On a currency hedged basis, international shares were up 2.3% in September. US shares lagged global equities with a rise of 1.9%, whereas European stocks were ahead, gaining 3.7%. Within Europe, German equities (+4.1%) performed particularly well and UK shares (+3.0%) finished the month strong despite continued political instability. Investors also displayed increased confidence in Japanese equities which were up 5.9%, while emerging markets shares lagged with growth of 1.8%.
Australian shares lagged global equities in September but still gained 1.8%, bouncing back up after the poor performance displayed in August. The domestic equities market saw investors move away from defensive assets.
The energy sector experienced the strongest performance (+4.7%) as the Saudi drone attacks reminded investors of the importance of local energy solutions. The financial sector also performed well, gaining 4.1%. Some of the defensive sectors underperformed the Australian equities market with Telecommunication services and healthcare falling -4.2% and -2.5% respectively.
S&P/ASX 200 Sector Total Returns (%, October 2019)

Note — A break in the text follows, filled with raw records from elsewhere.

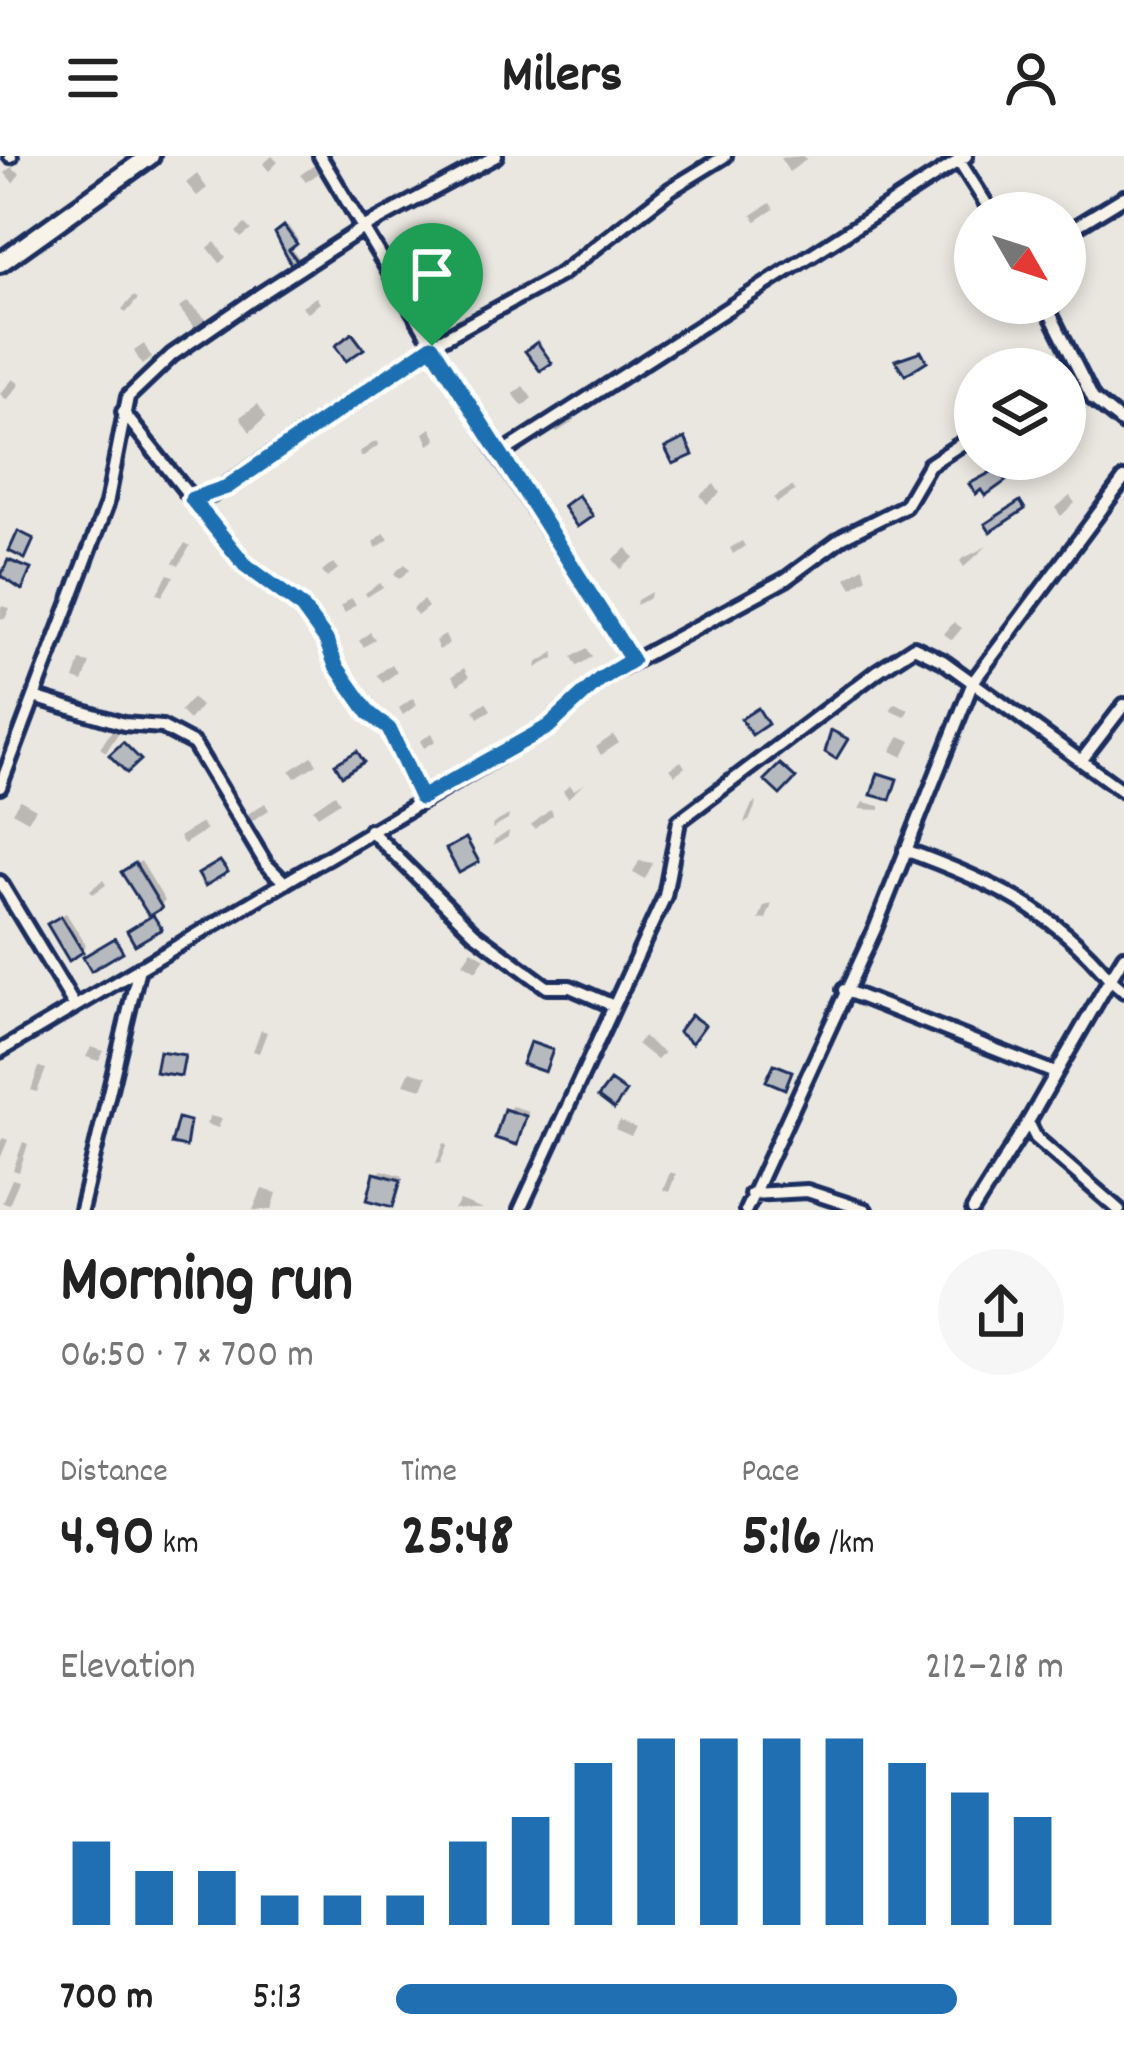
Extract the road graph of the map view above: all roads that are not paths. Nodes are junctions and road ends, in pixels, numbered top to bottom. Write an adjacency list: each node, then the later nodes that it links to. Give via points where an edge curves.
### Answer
1 (149, 156): 10 (main road)
2 (320, 156): 9 (street)
3 (496, 156): 9 (street)
4 (725, 156): 12 (street, via 562,274)
5 (960, 158): 6 (street); 17 (street)
6 (980, 192)
7 (1124, 197): 8 (street)
8 (1086, 220)
9 (363, 228): 12 (street); 14 (street, via 172,355)
10 (9, 249): 11 (main road)
11 (0, 263)
12 (432, 346): 17 (street); 19 (street, via 227,487)
13 (1086, 385): 15 (street)
14 (123, 412): 19 (street); 22 (street, via 107,504)
15 (1124, 424)
16 (954, 449): 20 (street, via 929,465 904,506)
17 (500, 455): 20 (street)
18 (1124, 479): 21 (street)
19 (192, 499): 27 (street, via 245,565 301,606 369,713 389,729)
20 (632, 660): 27 (street, via 548,727)
21 (973, 682): 24 (street); 29 (street); 38 (street, via 914,647 679,821 665,896)
22 (34, 698): 25 (street); 31 (street, via 162,727 194,744)
23 (1124, 705): 24 (street)
24 (1082, 760): 26 (street)
25 (0, 787)
26 (1124, 792)
27 (421, 798): 28 (street)
28 (370, 830): 31 (street); 38 (street, via 474,934 547,987 571,987)
29 (905, 850): 34 (street, via 974,874 1075,936); 35 (street)
30 (0, 882): 37 (street)
31 (285, 883): 33 (street)
32 (1124, 956): 34 (street)
33 (140, 968): 37 (street); 43 (street)
34 (1110, 980): 36 (street); 40 (street)
35 (844, 990): 40 (street); 42 (street)
36 (1124, 991)
37 (73, 1003): 39 (street)
38 (614, 1006): 44 (street)
39 (0, 1051)
40 (1055, 1073): 41 (street)
41 (1028, 1122): 47 (street); 48 (street)
42 (751, 1194): 45 (street); 46 (street, via 807,1191)
43 (81, 1210)
44 (520, 1210)
45 (746, 1210)
46 (865, 1210)
47 (973, 1210)
48 (1119, 1210)

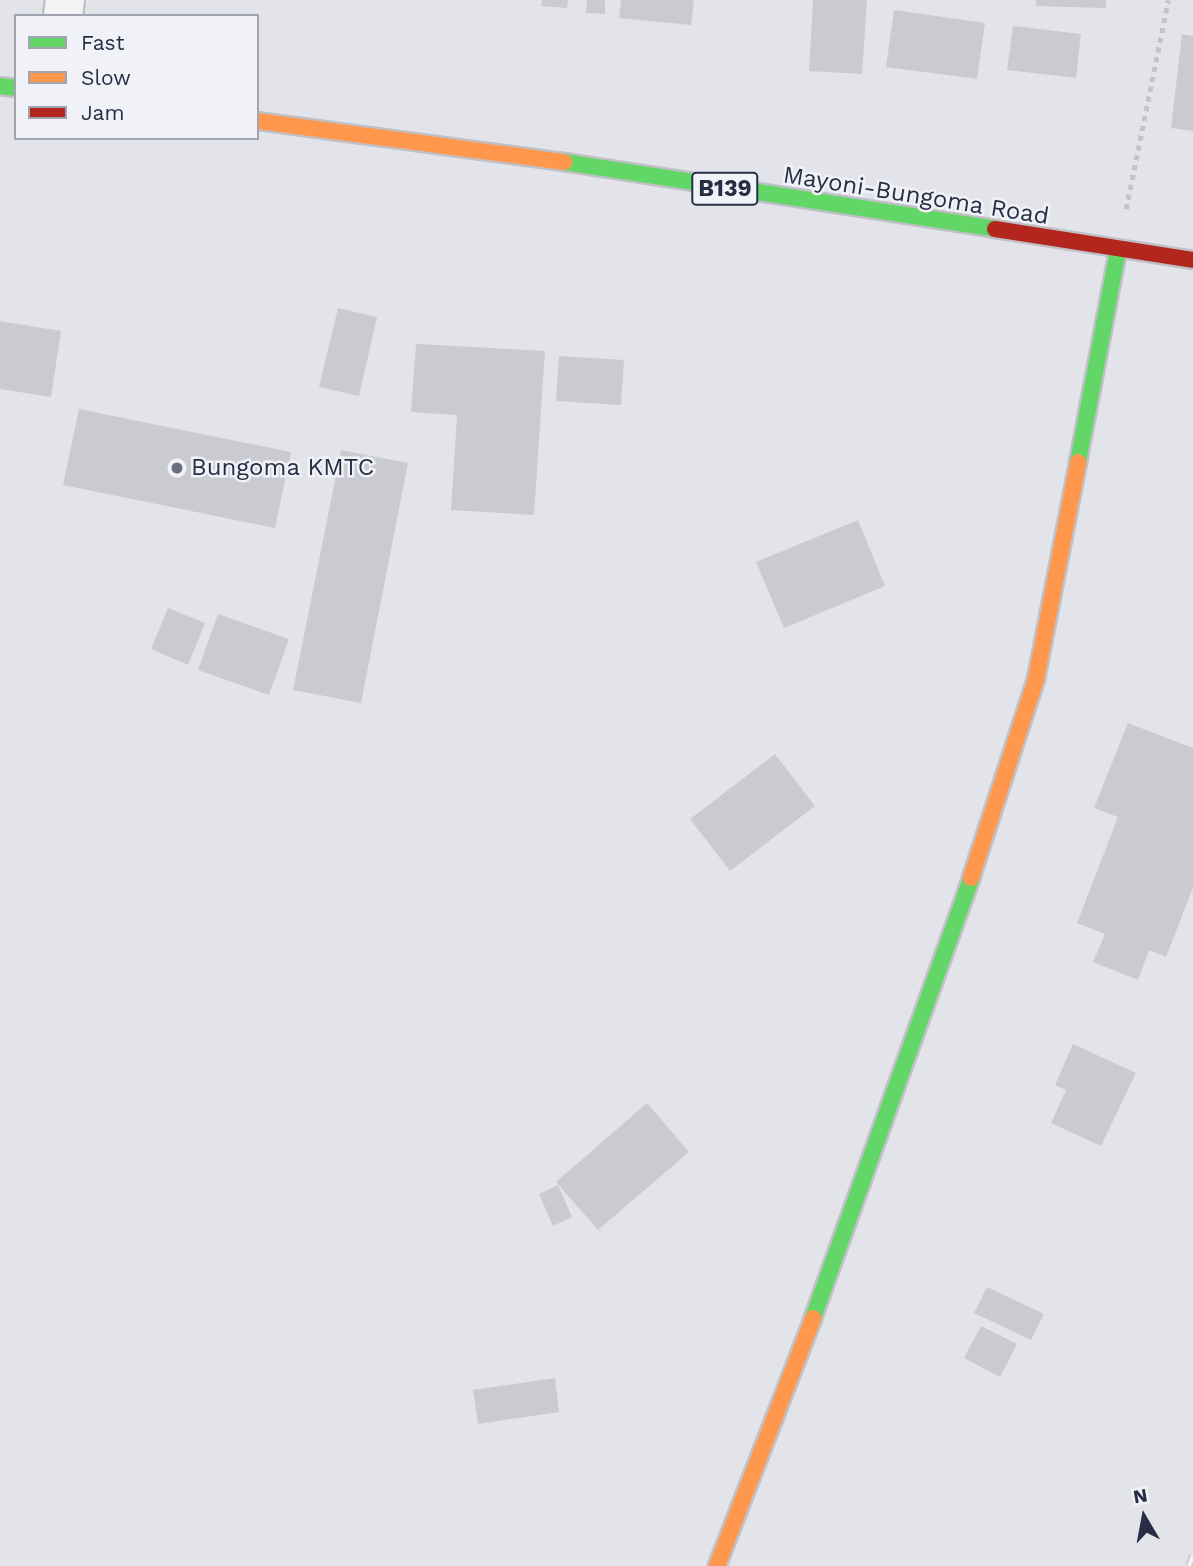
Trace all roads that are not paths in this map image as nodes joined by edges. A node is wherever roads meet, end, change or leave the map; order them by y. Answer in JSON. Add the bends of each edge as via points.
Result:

Source: Morningstar, AMP Research
The top performers on the S&P/ASX100 in September include Afterpay which continued its strong performance (+15.8%) after posting its FY19 results at the end of August and Boral (+13.6%) which rebounded after falling over 20% in late August. FMG (+13%) appeared to benefit from a debt restructure and displayed strong earnings momentum despite the decrease in iron ore prices over the last two months. Amongst the worst performers on the index was CYBG (-18.4%) which increased its provisions for legacy PPI costs by 50%. Alongside most gold stocks, Evolution Mining was significantly impacted (-12.5%) as the price of the commodity fell by 7.3%. A2 Milk continued to fall (-10.3%) as investors wait to see how well the company can produce returns on the back of recent marketing expenses.
Both Australian and global fixed interest fell slightly in September. The Australian 10-year bond yield rose by 6 basis points, finishing at 0.97%. This led Australian fixed interest to fall by -0.5% in September.
The US 10-year bond yield was up by 17 basis points to 1.67%. This contributed to the -0.6% fall in international fixed interest, which marginally underperformed the domestic market.
In line with the trend of other defensive domestic assets, Australian listed property was down -2.7% in September. On the other hand, global listed property outperformed its Australian counterpart as well as global equity markets, growing by 2.7%.